1 Introduction

In December 2019, the outbreak of the highly contagious COVID-19 disease in Wuhan, China, as documented in [1], sent shockwaves worldwide due to its rapid and life-threatening transmission. Recognizing the gravity of the situation, the World Health Organization (WHO) officially declared it a pandemic in March 2020, as cited in [2]. Subsequently, numerous nations enacted comprehensive strategies aimed at containing and suppressing the virus, with remarkable success. These governments relied on invaluable insights derived from a range of mathematical epidemiological models, including those highlighted in [3,4,5,6], to gauge the severity of the disease and gauge the effectiveness of measures such as lockdowns and social distancing.

In 1927, Kermack and McKendrick laid the foundation for the study of infectious diseases by introducing the concept of a compartmental model. Their pioneering work involved categorizing the entire population into three distinct groups: those susceptible to infection, those currently infected, and those who had recovered. This groundbreaking concept, now recognized as the Susceptible–Infected–Recovered (SIR) model [7], has since become fundamental in epidemiology. Subsequently, an adapted version, known as the Susceptible–Exposed–Infectious–Recovered (SEIR) model, emerged to account for individuals who could carry the virus without yet being infectious, classifying them as “exposed” [8,9,10].

As time has progressed, epidemiologists have continued to refine these models by incorporating various factors. These refinements include considerations for age [11], the impact of mitigation strategies [12], and population density [13], all of which have contributed to enhancing the accuracy and reliability of predictive outcomes in the field of infectious disease modeling.

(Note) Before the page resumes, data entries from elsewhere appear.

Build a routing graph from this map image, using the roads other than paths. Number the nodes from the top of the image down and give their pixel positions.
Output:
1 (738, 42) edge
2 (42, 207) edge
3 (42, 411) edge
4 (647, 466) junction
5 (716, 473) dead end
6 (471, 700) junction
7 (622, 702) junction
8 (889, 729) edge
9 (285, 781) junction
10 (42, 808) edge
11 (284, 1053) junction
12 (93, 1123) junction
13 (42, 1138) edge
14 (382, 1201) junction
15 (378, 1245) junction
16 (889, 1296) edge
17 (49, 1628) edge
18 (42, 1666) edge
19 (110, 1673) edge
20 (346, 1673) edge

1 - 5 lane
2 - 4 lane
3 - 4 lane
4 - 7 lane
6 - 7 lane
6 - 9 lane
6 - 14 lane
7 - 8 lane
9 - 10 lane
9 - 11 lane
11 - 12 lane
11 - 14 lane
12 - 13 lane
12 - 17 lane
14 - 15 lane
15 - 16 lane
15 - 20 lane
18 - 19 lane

In the realm of epidemiology, there has been a growing recognition of the limitations of classical models. One prominent issue identified in 2020 by Manzo was the failure of these models to consider the interconnectedness of various interventions [14]. To address this shortcoming, he proposed the integration of social networks as a promising solution.

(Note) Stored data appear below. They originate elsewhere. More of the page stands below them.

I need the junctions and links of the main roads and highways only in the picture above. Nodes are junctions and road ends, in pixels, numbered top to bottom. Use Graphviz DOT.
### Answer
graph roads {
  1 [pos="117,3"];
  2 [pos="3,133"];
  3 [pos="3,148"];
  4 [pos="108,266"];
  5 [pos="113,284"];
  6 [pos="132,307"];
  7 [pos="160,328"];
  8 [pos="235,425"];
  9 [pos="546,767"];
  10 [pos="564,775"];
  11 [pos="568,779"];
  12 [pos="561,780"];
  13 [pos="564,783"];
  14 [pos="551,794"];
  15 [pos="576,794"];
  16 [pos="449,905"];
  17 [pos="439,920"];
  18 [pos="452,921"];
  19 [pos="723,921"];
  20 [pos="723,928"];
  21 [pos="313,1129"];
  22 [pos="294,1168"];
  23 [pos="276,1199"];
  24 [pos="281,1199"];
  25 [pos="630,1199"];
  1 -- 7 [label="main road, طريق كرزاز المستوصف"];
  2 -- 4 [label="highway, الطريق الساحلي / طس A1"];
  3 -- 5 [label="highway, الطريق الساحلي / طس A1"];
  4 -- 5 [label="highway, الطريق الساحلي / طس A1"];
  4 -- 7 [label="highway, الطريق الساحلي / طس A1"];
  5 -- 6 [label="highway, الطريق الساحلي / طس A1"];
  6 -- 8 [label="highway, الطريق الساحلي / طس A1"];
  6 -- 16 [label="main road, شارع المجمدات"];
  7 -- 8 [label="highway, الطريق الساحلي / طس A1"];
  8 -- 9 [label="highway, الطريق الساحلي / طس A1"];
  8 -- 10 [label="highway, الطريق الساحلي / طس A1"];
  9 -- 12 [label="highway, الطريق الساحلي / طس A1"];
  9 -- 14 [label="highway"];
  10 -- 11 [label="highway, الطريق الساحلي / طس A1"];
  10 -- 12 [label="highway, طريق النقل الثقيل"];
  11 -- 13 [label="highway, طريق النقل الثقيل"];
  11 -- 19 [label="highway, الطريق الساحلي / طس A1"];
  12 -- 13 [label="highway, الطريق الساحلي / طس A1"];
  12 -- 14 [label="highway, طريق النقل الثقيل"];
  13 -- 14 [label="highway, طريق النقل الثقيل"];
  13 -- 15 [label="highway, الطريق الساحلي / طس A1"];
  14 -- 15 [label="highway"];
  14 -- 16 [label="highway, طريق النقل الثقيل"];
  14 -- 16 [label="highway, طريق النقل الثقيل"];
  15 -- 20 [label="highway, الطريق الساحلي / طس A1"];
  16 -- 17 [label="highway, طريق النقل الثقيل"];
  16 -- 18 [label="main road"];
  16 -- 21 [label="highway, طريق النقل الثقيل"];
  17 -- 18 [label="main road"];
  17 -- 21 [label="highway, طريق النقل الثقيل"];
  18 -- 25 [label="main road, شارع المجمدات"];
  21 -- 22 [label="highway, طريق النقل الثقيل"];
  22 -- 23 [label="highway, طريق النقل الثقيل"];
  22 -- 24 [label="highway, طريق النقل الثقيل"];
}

Social networks, often depicted as connected graphs, provide a powerful framework for understanding the dynamics of infectious diseases within a society. In this conceptualization, individuals are represented as nodes, and their interactions are depicted as edges. Nodes that share edges are considered neighbors, and the degree of a node reflects the number of its neighbors. Particularly influential nodes, known as hubs, exhibit an exceptionally high number of connections. A network is classified as scale-free when the distribution of node degrees follows a power law, suggesting that the number of nodes is related to degrees raised to a specific power.

To delve deeper into the significance of networks in epidemiology, you can explore resources such as [15,16,17,18,19]. For insights into the relationship between networks and the dynamics of the coronavirus, you may find [20] informative. Additionally, to gain a more comprehensive understanding of how coronavirus dynamics are influenced by isolation measures, consider examining [21].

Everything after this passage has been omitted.